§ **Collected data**
+ + + + +

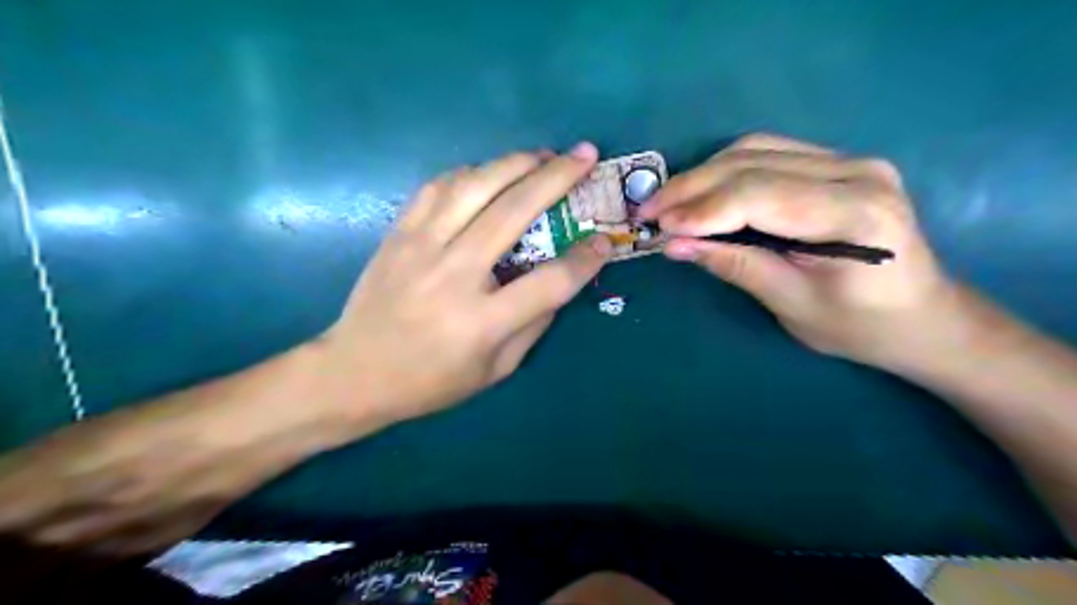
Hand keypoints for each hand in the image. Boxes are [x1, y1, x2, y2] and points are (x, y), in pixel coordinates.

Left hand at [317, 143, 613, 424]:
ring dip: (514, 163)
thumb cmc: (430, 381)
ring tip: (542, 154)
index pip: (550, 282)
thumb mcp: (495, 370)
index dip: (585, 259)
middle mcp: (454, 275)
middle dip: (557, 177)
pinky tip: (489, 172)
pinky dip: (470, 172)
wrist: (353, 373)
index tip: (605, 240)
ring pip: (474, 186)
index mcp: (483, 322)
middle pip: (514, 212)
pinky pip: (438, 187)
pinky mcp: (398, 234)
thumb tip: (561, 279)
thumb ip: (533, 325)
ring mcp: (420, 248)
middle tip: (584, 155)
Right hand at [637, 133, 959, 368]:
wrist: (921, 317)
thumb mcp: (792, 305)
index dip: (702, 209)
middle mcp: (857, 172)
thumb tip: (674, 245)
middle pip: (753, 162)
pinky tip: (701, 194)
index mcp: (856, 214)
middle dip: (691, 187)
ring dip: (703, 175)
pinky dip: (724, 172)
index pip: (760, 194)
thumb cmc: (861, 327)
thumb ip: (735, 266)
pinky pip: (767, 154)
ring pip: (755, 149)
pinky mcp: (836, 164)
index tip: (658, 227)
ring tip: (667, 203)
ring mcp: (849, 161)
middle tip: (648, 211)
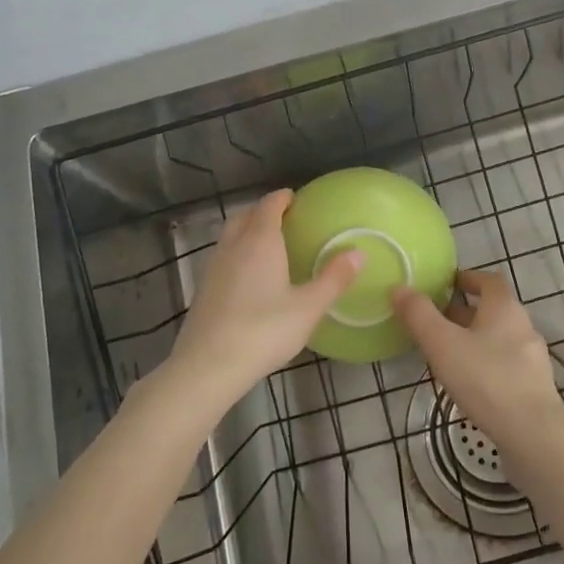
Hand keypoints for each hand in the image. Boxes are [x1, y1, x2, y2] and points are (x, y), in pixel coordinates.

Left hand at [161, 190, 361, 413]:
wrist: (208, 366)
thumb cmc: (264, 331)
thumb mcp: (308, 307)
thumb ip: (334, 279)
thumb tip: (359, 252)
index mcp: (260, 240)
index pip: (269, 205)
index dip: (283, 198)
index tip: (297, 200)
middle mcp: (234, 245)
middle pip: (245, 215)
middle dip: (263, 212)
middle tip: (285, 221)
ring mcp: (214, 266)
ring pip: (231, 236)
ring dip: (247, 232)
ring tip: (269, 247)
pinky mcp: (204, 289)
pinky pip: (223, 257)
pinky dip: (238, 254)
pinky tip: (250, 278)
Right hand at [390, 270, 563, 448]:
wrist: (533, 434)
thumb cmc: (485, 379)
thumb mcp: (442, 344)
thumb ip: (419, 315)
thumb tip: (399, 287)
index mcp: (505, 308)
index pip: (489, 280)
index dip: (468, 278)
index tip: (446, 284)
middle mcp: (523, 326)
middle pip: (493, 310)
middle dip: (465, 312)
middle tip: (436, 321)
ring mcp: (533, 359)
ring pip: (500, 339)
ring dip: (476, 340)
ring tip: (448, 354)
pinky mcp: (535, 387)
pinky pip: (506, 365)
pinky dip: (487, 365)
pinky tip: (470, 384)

+ + + + +

§ **EXERCISE BRIEF**
Set down the records exactly, without the pictures.

§ **RESPONSE TO THE EXERCISE**
Hand keypoints for each hand in the image. Boxes are [x1, y1, x2, y2] and points are (x, y), in pixel coordinates.

Left hand at [317, 143, 613, 424]:
ring dip: (514, 163)
thumb cmc: (430, 381)
ring tip: (542, 154)
index pip: (550, 282)
thumb mcp: (495, 370)
index dip: (585, 259)
middle mcp: (454, 275)
middle dip: (557, 177)
pinky tip: (489, 172)
pinky dip: (470, 172)
wrist: (353, 373)
index tip: (605, 240)
ring pip: (474, 186)
index mcp: (483, 322)
middle pip: (514, 212)
pinky pip: (438, 187)
pinky mcp: (398, 234)
thumb tip: (561, 279)
thumb ip: (533, 325)
ring mcp: (420, 248)
middle tip: (584, 155)
Right hand at [637, 133, 959, 368]:
wrist: (921, 317)
thumb mcp: (792, 305)
index dip: (702, 209)
middle mcp: (857, 172)
thumb tip: (674, 245)
middle pip: (753, 162)
pinky tip: (701, 194)
index mcp: (856, 214)
middle dip: (691, 187)
ring dip: (703, 175)
pinky dip: (724, 172)
index pip: (760, 194)
thumb cmc: (861, 327)
thumb ip: (735, 266)
pinky pip: (767, 154)
ring pip: (755, 149)
pinky mcp: (836, 164)
index tip: (658, 227)
ring tip: (667, 203)
ring mcp: (849, 161)
middle tip: (648, 211)
Hand keypoints for each hand in the image. Boxes are [x1, y1, x2, y2] and points are (x, y), in pixel coordinates.

Left hand at [161, 190, 361, 413]:
wrist: (208, 366)
thumb cmc: (264, 331)
thumb mcp: (308, 307)
thumb ip: (334, 279)
thumb tip: (359, 252)
index mcp: (260, 240)
index pip: (269, 205)
index dip: (283, 198)
index tip: (297, 200)
middle mcp: (234, 245)
middle pip: (245, 215)
middle dip: (263, 212)
middle tip: (285, 221)
ring mcp: (214, 266)
ring pip: (231, 236)
ring dip: (247, 232)
ring tip: (269, 247)
pinky mcp: (204, 289)
pinky pip: (223, 257)
pinky dip: (238, 254)
pinky tip: (250, 278)
Right hand at [390, 270, 563, 448]:
wrist: (533, 434)
thumb cmc: (485, 379)
thumb mcp: (442, 344)
thumb ip: (419, 315)
thumb tip: (399, 287)
index mcp: (505, 308)
index pip: (489, 280)
index dip: (468, 278)
index tip: (446, 284)
middle mcp: (523, 326)
middle pip: (493, 310)
middle dip: (465, 312)
middle tip: (436, 321)
ring mcp: (533, 359)
ring pip: (500, 339)
ring dip: (476, 340)
ring tip: (448, 354)
pinky mcp: (535, 387)
pinky pip: (506, 365)
pinky dip: (487, 365)
pinky tip: (470, 384)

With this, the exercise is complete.